Show only those lines of the entries where the string "name" is found.

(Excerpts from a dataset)
###

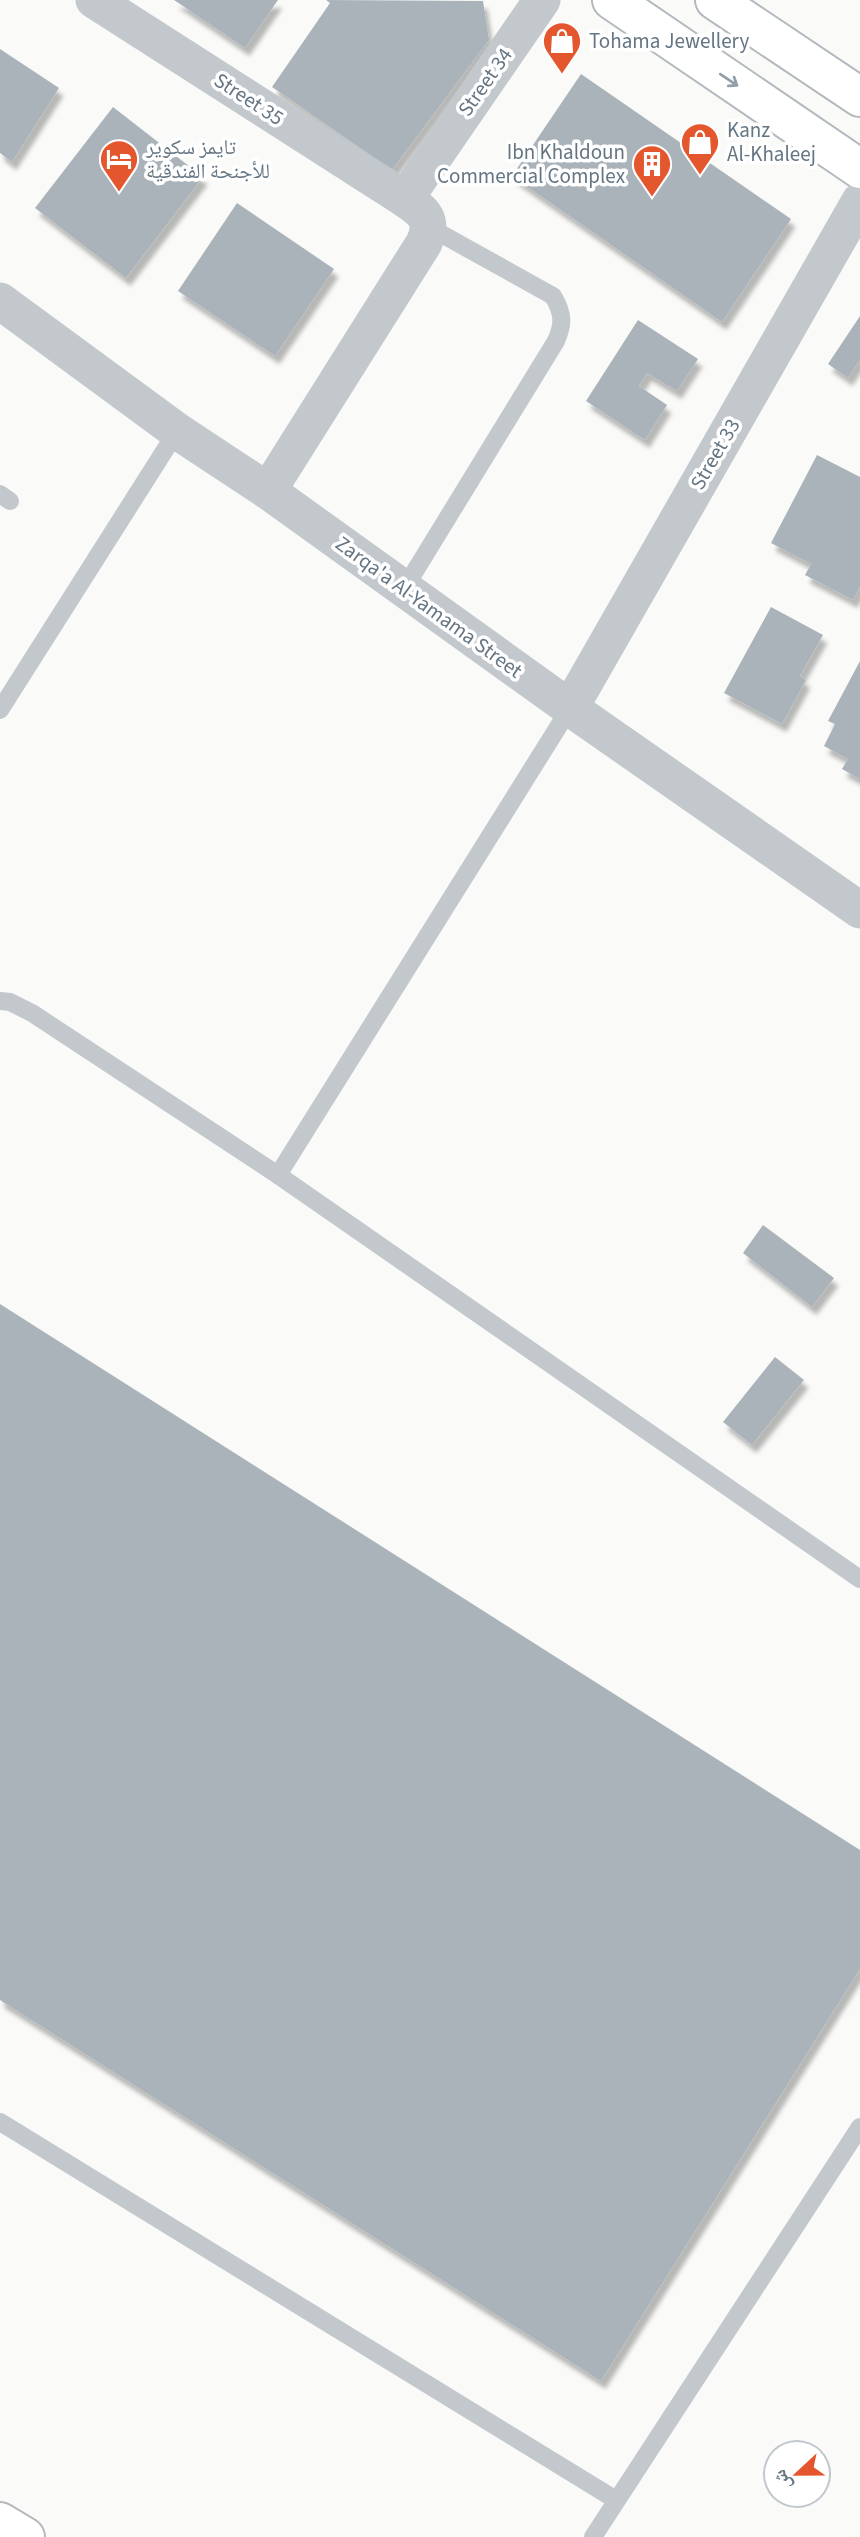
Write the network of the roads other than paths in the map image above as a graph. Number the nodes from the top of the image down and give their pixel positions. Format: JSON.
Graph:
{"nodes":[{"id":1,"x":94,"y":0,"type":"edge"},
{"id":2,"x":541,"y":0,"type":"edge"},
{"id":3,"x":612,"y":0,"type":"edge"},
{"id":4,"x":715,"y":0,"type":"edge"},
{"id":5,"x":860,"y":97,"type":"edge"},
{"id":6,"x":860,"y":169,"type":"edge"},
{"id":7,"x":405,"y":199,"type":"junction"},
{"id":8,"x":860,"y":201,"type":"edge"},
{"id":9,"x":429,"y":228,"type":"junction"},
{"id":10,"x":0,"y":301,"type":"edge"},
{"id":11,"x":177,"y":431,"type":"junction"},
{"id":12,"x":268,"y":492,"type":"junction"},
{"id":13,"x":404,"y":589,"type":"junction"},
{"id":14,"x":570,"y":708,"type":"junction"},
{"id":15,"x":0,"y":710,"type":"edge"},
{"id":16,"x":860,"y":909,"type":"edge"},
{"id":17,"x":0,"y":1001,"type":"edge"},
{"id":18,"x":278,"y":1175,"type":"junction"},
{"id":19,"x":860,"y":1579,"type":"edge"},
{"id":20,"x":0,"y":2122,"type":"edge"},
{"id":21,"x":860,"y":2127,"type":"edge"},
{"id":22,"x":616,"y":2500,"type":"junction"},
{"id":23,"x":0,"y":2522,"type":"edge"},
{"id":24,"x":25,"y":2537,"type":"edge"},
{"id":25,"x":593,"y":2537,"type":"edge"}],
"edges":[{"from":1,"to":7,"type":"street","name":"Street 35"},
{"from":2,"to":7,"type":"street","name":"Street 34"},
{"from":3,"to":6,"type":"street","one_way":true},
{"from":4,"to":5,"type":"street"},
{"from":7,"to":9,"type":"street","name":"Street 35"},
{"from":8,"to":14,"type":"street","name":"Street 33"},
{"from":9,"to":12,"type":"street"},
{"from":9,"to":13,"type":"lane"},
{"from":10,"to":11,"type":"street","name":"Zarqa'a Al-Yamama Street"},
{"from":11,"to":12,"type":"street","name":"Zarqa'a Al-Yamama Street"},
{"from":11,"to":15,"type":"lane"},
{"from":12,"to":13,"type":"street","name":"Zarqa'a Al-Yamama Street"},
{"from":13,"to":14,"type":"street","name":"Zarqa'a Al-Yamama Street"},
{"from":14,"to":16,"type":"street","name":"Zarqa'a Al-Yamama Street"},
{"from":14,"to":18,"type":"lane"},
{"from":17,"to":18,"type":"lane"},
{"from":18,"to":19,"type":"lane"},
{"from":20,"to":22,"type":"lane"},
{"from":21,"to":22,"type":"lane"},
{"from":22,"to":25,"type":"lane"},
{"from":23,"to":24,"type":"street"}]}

###

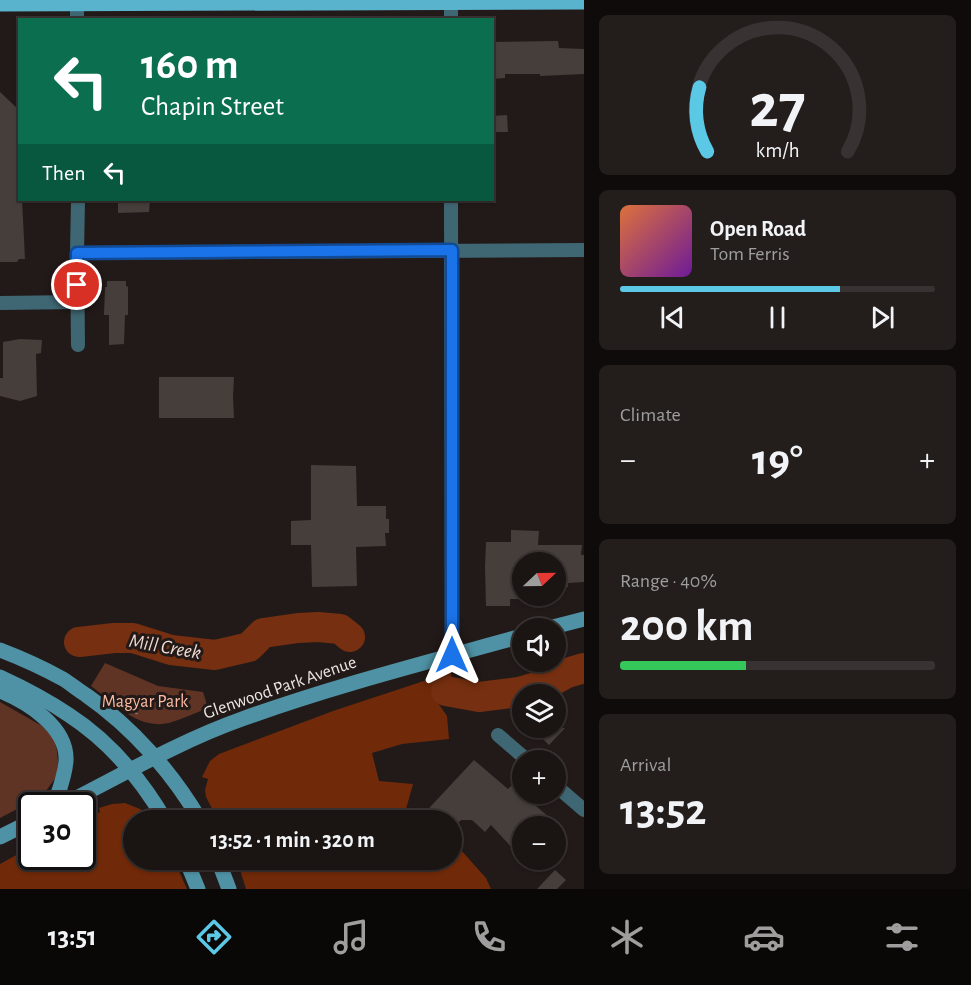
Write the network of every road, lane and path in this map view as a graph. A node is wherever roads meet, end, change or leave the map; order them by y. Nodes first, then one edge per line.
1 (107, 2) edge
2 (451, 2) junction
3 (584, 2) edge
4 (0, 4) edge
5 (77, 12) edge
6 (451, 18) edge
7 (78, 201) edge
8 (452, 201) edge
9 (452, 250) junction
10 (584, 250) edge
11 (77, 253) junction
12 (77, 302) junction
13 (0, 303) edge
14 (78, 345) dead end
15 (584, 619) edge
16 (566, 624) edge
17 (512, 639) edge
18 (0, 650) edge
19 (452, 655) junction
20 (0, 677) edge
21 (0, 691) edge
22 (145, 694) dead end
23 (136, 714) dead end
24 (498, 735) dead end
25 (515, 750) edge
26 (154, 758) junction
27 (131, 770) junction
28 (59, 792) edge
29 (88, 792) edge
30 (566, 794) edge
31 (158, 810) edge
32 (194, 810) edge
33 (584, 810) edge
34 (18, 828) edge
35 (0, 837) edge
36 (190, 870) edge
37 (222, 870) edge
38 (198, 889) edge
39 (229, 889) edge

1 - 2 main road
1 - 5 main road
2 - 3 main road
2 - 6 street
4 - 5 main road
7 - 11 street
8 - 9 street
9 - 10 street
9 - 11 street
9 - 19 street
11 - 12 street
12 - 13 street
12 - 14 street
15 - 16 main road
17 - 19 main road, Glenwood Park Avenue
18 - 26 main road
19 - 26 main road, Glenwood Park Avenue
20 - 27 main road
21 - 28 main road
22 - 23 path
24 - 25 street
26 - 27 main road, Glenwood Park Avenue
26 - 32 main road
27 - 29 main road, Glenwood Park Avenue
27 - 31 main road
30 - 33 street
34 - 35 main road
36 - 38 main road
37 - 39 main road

###

Answer for this exercise:
"edges":[{"from":1,"to":7,"type":"street","name":"Street 35"},
{"from":2,"to":7,"type":"street","name":"Street 34"},
{"from":7,"to":9,"type":"street","name":"Street 35"},
{"from":8,"to":14,"type":"street","name":"Street 33"},
{"from":10,"to":11,"type":"street","name":"Zarqa'a Al-Yamama Street"},
{"from":11,"to":12,"type":"street","name":"Zarqa'a Al-Yamama Street"},
{"from":12,"to":13,"type":"street","name":"Zarqa'a Al-Yamama Street"},
{"from":13,"to":14,"type":"street","name":"Zarqa'a Al-Yamama Street"},
{"from":14,"to":16,"type":"street","name":"Zarqa'a Al-Yamama Street"},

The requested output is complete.